All creativity begins with the moment of conception.
That little piece of kindling that gets the fire going. That initial source of inspiration that takes on a life of its own. That single note from which the entire symphony grows. That single spark of life that signals an idea’s movement value, almost screaming to us, something wants to be built here.
And so, in this new blog series, I’m going to be deconstructing my favorite moments of conception from popular movies. Each post will contain a video clip from a different film, along with a series of lessons we can learn from the characters.
Today’s clip comes from the piano scene in Ray:
What can we learn?
Mashing up multiple
frames of reference.

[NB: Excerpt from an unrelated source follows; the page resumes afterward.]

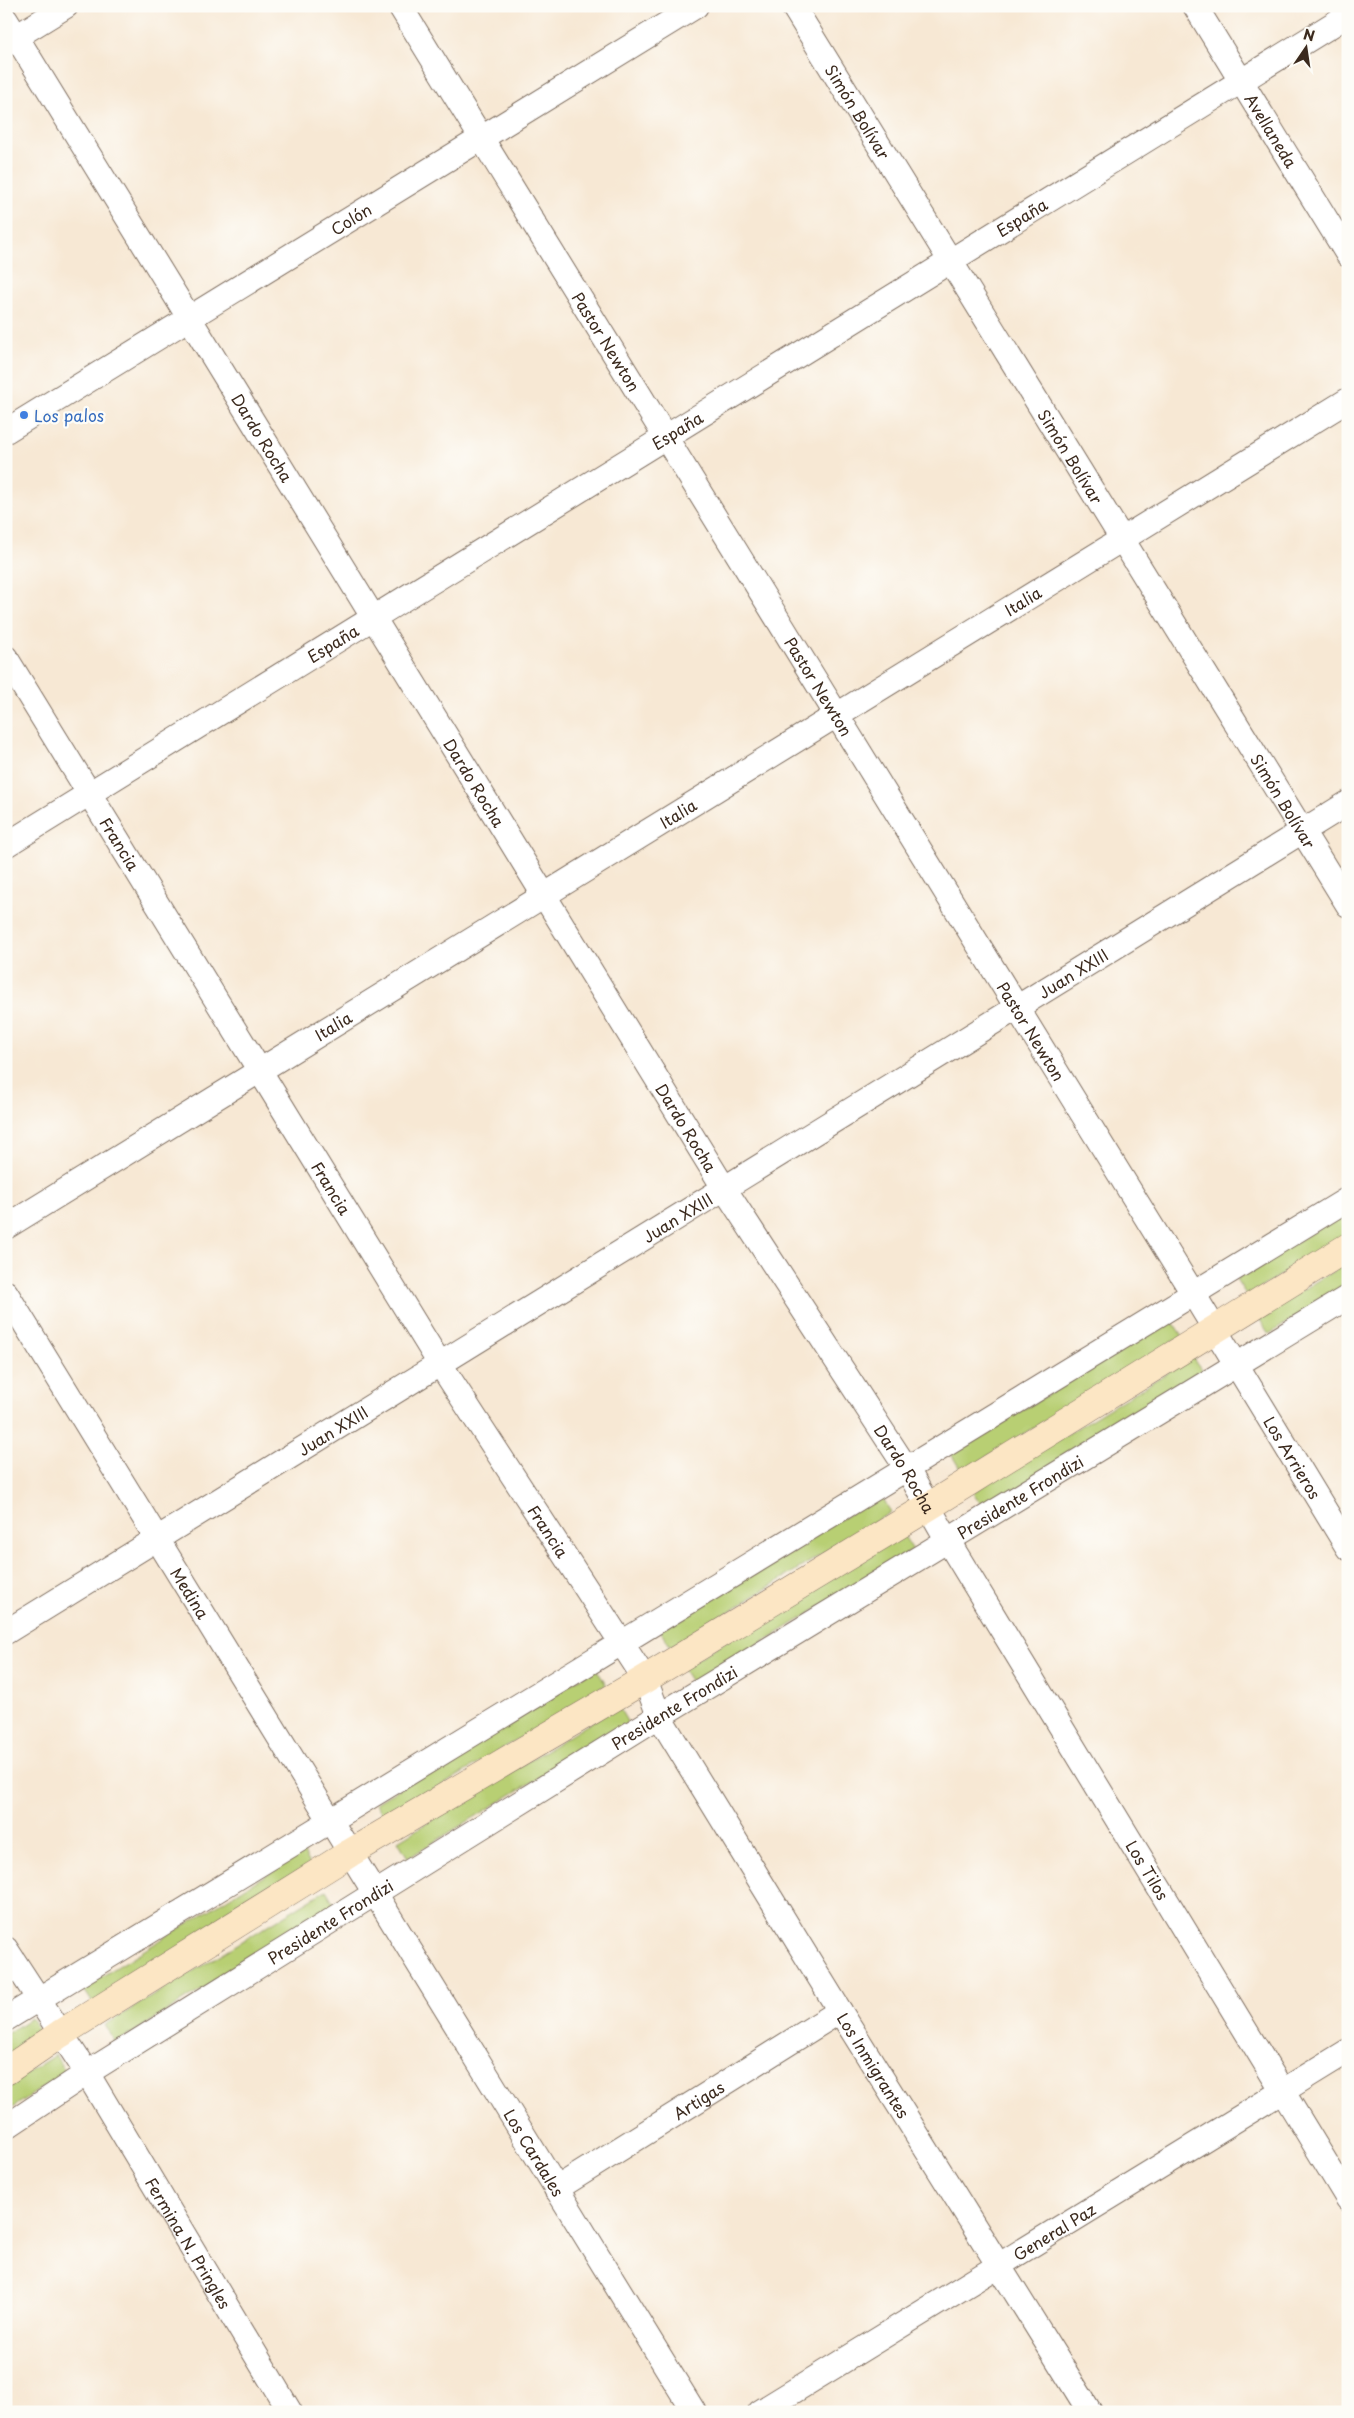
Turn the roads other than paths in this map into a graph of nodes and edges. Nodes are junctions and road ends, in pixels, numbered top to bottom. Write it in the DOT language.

Ray was a master of creative convergence. He was the
original mashup artist, whose playing reflected influences from diverse genres, including blues, jazz, rhythm and blues, country, gospel, even
orchestral music. That was the magic of his work. The whole was greater than
the sum of its parts. And his convergence not only created a unique inimitable
style, but also pioneered an entirely new genre of music. He left behind an
artistic legacy without which the history books could have been written. Ray’s
meaningful contribution, then, was a function of masterful combination. That’s
the power of creative promiscuity. His music provided multiple entry points for the audience. And through his continuous,
voluminous level of output, he multiplied his reach. But had he stuck
with one genre or style his whole career, we might not know him as the legend
he is today. How are you integrating
diverse influences into your work?
We are remembered for
the rules we break. Sixty years ago, nobody had the audacity to break the genre
boundaries. Music was completely compartmentalized. Gospel was for religious
people. Classical was for old people. Country was for white people. Blues was
for black people. Ray, on the other hand, wanted to integrate both race and
style. He wanted to make it okay for
people to sing songs they once thought were off limits to them. Perhaps
that was his true genius. Musically, he was certainly a brilliant songwriter
and performer. But culturally, his contributions were even greater. Charles smashed
musical and racial barriers. He
paved the way for a generation of artists who may ever have crossed those lines
without his help. It’s like he was the first musician to run the four minute
mile. Because once he crossed that finish line and the rest of the world saw it
was possible, everybody else started breaking the record too. It’s a powerful
reminder that our function as artists is to warn people what is
dangerous and possible out there. What
barriers are you famous for breaking?
Nobody wants another
anybody. When your fiercely independent southern mother insists you make your
own way in the world, cover tunes aren’t an option. The only true art is the
visible manifestation of the soul’s journey. That’s what people want. Not a karaoke machine of oldies. Not a
hacksimile of the rockstar du jour. Just a person who’s willing to slice open a
vein and bleed their truth all over the page. Ray did that. He cracked himself
open and poured out his pain and poverty and guilt all over the keys. And yet,
he never did it from vitriolic or sanctimonious posture. Charles knew that originality
wasn’t about trying to prove something to those who doubted him, it was about speaking
with his own voice and doing the best he could. It wasn’t about demanding his
rights, it was about deploying his gifts. And in the end, that’s what allowed
him to compete in clean air. Are you
accepting the marketplace conditions or work to create new ones?
What’s your favorite movie moment of conception?